If a symbol is found both in the std
namespace and in the global namespace,
the std
namespace should be preferred (i.e. use std::size_t
over
just size_t
).
using namespace
should never appear in a header file such that it would lead
to any file including it.
Source files on the other hand, are encouraged to use using namespace
after
any includes and then use the minimum amount of scoping necessary (with the
exception of the aforementioned std
).
If some context or source file makes heavy use of symbols defined in multiple namespaces, the least amount of scopes necessary should be used to disambiguate the symbol on ALL references of the symbol.

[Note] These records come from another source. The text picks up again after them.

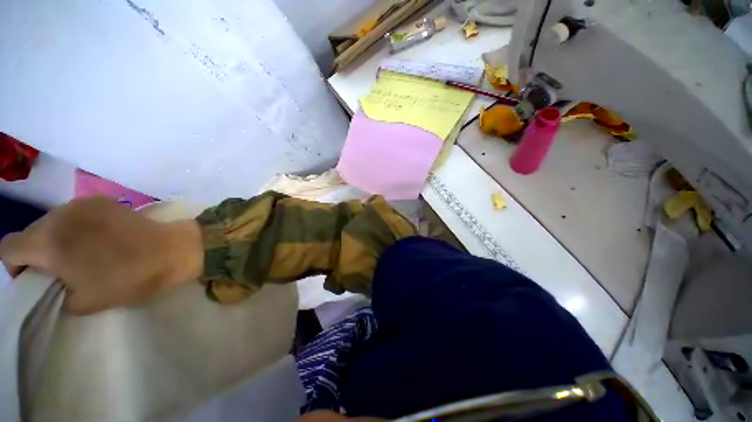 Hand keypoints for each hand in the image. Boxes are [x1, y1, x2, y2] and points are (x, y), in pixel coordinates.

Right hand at [0, 197, 202, 313]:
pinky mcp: (104, 201)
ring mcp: (82, 204)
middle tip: (58, 270)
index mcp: (47, 241)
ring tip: (80, 255)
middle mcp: (59, 215)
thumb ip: (57, 293)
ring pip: (53, 221)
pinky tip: (98, 239)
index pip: (8, 247)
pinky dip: (77, 227)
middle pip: (31, 233)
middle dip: (36, 253)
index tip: (31, 278)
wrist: (172, 250)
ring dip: (57, 238)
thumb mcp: (84, 301)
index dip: (14, 266)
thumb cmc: (128, 278)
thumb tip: (53, 285)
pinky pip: (76, 214)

It should be consistent in the whole source file.
#include
style#
#include <...>
should be used for header files not part of the current module
or a submodule.
This includes files from within the codebase itself and are rooted at the src
directory.
Example:
#include <pylir/Lexer/Lexer.hpp>
Relative includes using ..
are therefore generally banned.
#include "..."
should be used for any include within the same module or a
submodule.
Example:
#include "CodeGenState.hpp"
Include guards#
The codebase uses #pragma once
exclusively and does not use include guards.
Documentation style#
Doc strings are generally put in front of the given symbol and should way use
///
followed by one space.
Normal //
comments followed by one space are used to describe actual logic in
code and should always use proper punctuation ending with a period.
C style /*...*/
are rarely used with the exception of annotating argument
names in the call syntax:
foo(/*bar=*/3, /*deleteSystem32=*/true);
These should always use the actual parameter name followed by =
with no space
inbetween the */
and the argument.
This is enforced by clang-format
and clang-tidy
.
These should be used with best judgement to improve readability of the code.